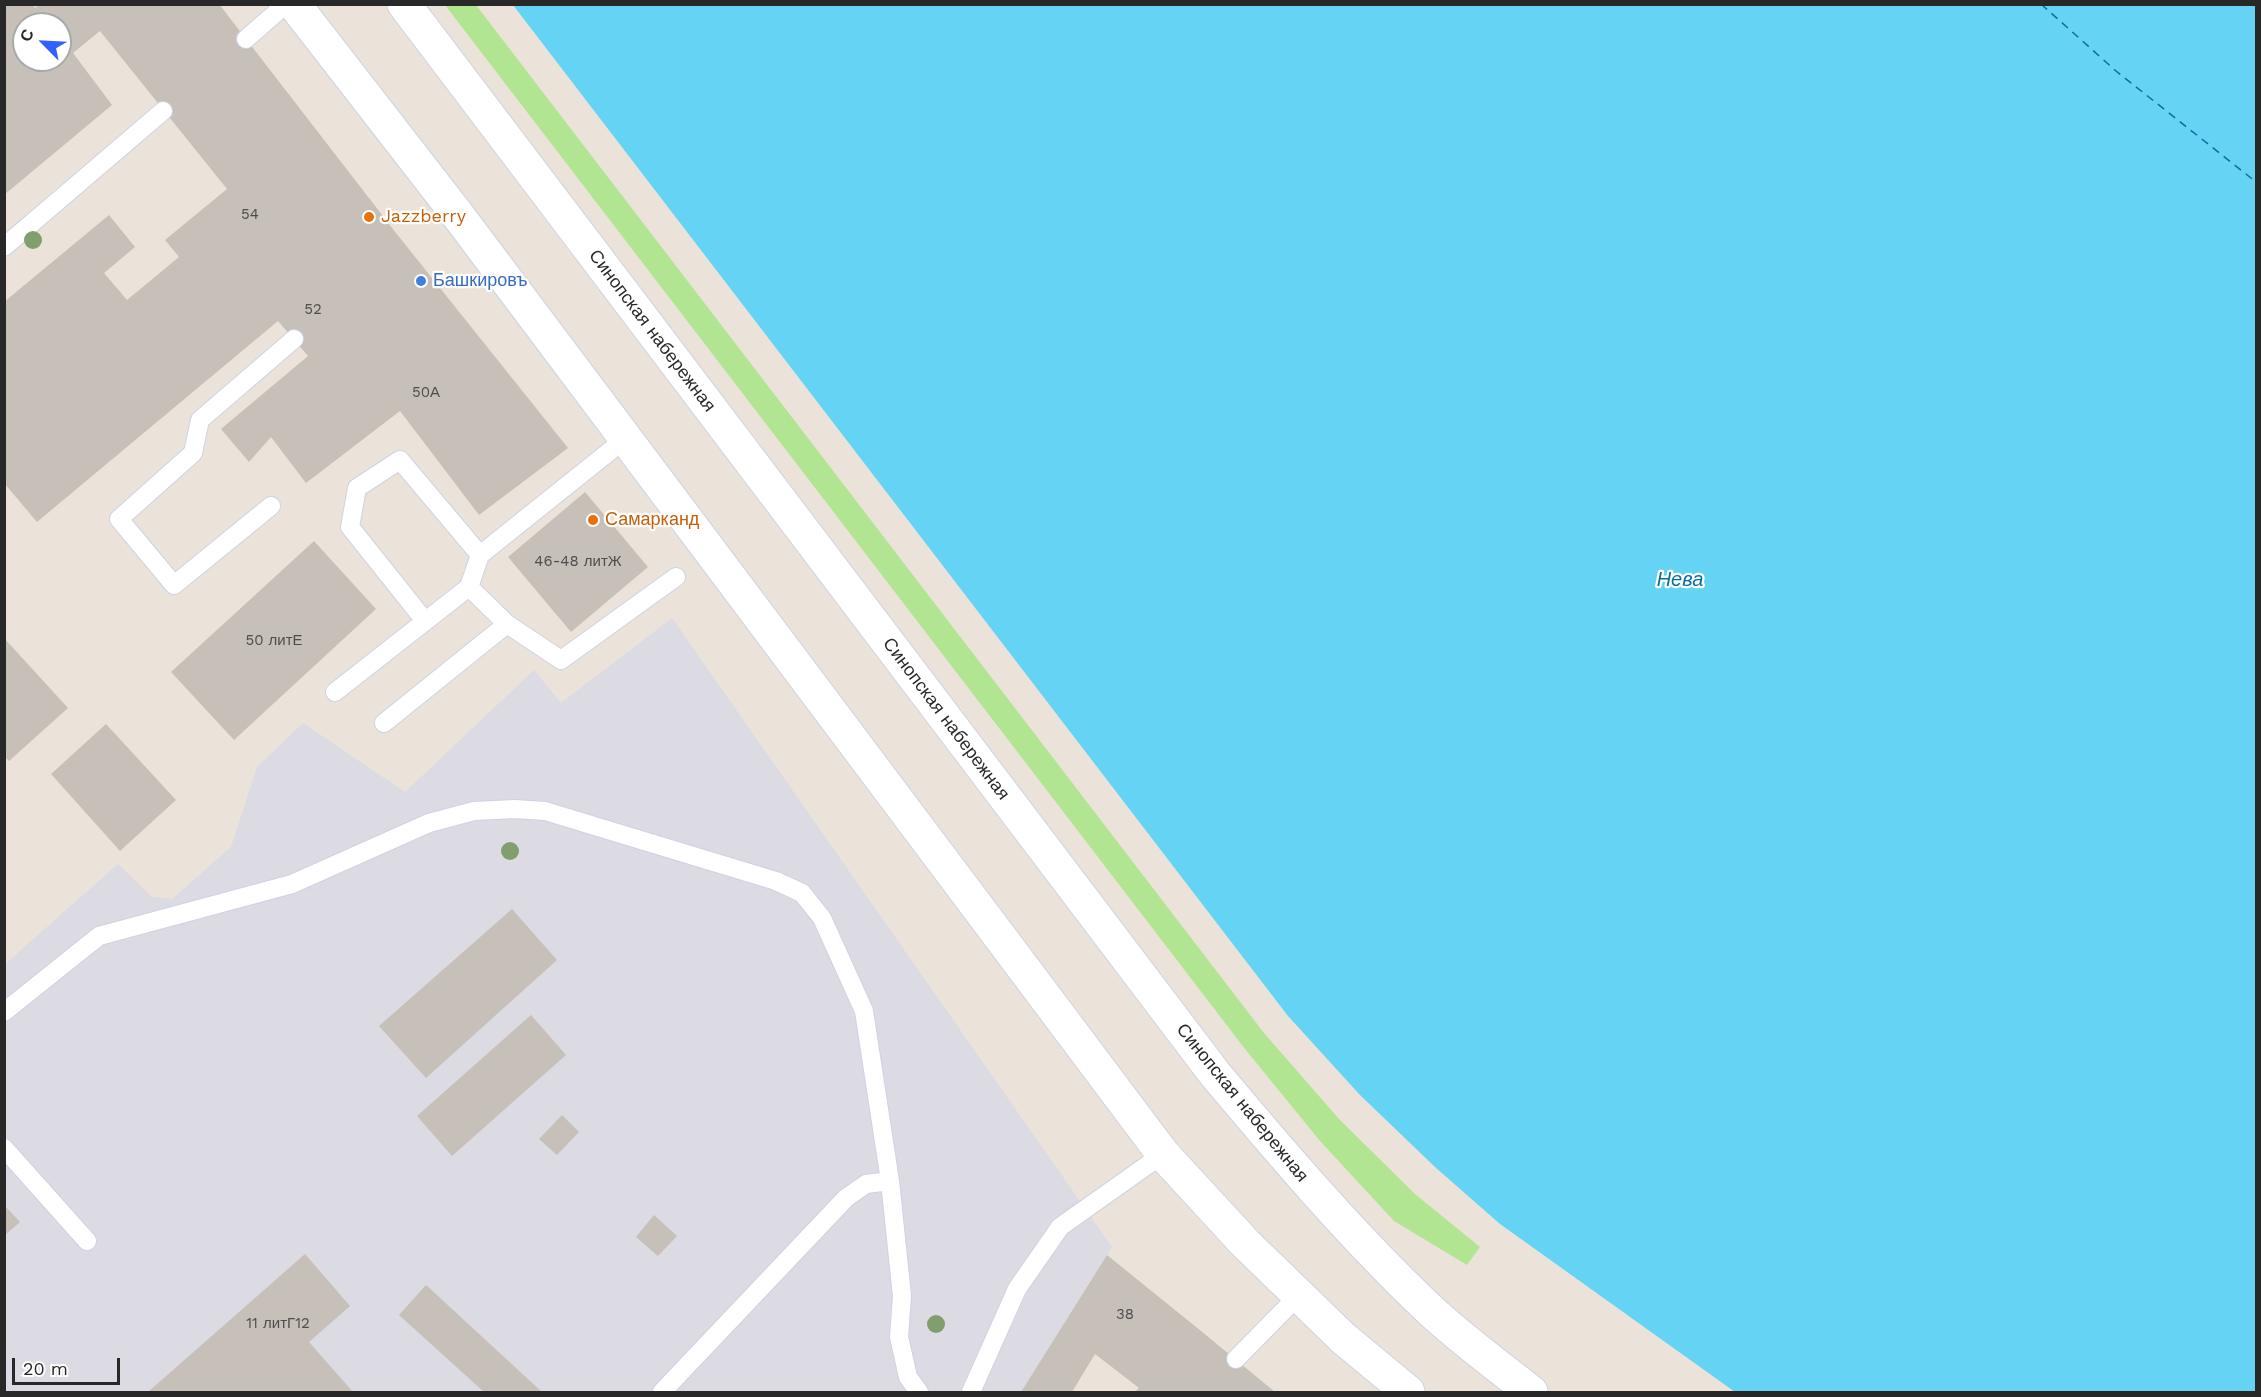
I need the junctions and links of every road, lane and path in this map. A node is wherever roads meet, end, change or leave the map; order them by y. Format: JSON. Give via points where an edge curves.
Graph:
{"nodes":[{"id":1,"x":286,"y":4,"type":"edge"},
{"id":2,"x":294,"y":4,"type":"edge"},
{"id":3,"x":404,"y":4,"type":"edge"},
{"id":4,"x":246,"y":39,"type":"dead end"},
{"id":5,"x":163,"y":111,"type":"dead end"},
{"id":6,"x":4,"y":247,"type":"edge"},
{"id":7,"x":294,"y":339,"type":"dead end"},
{"id":8,"x":625,"y":439,"type":"junction"},
{"id":9,"x":271,"y":506,"type":"dead end"},
{"id":10,"x":480,"y":555,"type":"junction"},
{"id":11,"x":676,"y":577,"type":"dead end"},
{"id":12,"x":469,"y":587,"type":"junction"},
{"id":13,"x":425,"y":621,"type":"junction"},
{"id":14,"x":507,"y":624,"type":"junction"},
{"id":15,"x":335,"y":692,"type":"dead end"},
{"id":16,"x":384,"y":723,"type":"dead end"},
{"id":17,"x":4,"y":1012,"type":"edge"},
{"id":18,"x":4,"y":1148,"type":"edge"},
{"id":19,"x":1163,"y":1154,"type":"junction"},
{"id":20,"x":890,"y":1181,"type":"junction"},
{"id":21,"x":87,"y":1241,"type":"dead end"},
{"id":22,"x":1299,"y":1295,"type":"junction"},
{"id":23,"x":1236,"y":1359,"type":"dead end"},
{"id":24,"x":662,"y":1392,"type":"edge"},
{"id":25,"x":919,"y":1392,"type":"edge"},
{"id":26,"x":971,"y":1392,"type":"edge"},
{"id":27,"x":1408,"y":1392,"type":"edge"},
{"id":28,"x":1531,"y":1392,"type":"edge"}],
"edges":[{"from":1,"to":4,"type":"lane"},
{"from":2,"to":8,"type":"main road"},
{"from":3,"to":28,"type":"main road","name":"Синопская набережная","via":[[1215,1074],[1368,1249],[1431,1310]]},
{"from":5,"to":6,"type":"lane"},
{"from":7,"to":9,"type":"lane","via":[[200,420],[193,453],[119,519],[174,585]]},
{"from":8,"to":10,"type":"lane"},
{"from":8,"to":19,"type":"main road"},
{"from":10,"to":12,"type":"lane"},
{"from":10,"to":13,"type":"lane","via":[[400,460],[357,488],[350,527]]},
{"from":11,"to":14,"type":"lane","via":[[561,660]]},
{"from":12,"to":13,"type":"lane"},
{"from":12,"to":14,"type":"lane"},
{"from":13,"to":15,"type":"lane"},
{"from":14,"to":16,"type":"lane"},
{"from":17,"to":20,"type":"lane","via":[[99,936],[292,884],[429,823],[474,811],[545,811],[776,881],[802,893],[822,918],[864,1011]]},
{"from":18,"to":21,"type":"lane"},
{"from":19,"to":22,"type":"main road"},
{"from":19,"to":26,"type":"lane","via":[[1060,1227],[1017,1289]]},
{"from":20,"to":24,"type":"lane","via":[[866,1184],[846,1198]]},
{"from":20,"to":25,"type":"lane","via":[[902,1296],[899,1336],[908,1377]]},
{"from":22,"to":23,"type":"lane"},
{"from":22,"to":27,"type":"main road"}]}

○ ○ ○ ○

▶ [YOUR ASSIGNMENT]
Search the material for the string "main" and show every line that has it.

▶ [ANSWER FOR THIS EXERCISE]
{"from":2,"to":8,"type":"main road"},
{"from":3,"to":28,"type":"main road","name":"Синопская набережная","via":[[1215,1074],[1368,1249],[1431,1310]]},
{"from":8,"to":19,"type":"main road"},
{"from":19,"to":22,"type":"main road"},
{"from":22,"to":27,"type":"main road"}]}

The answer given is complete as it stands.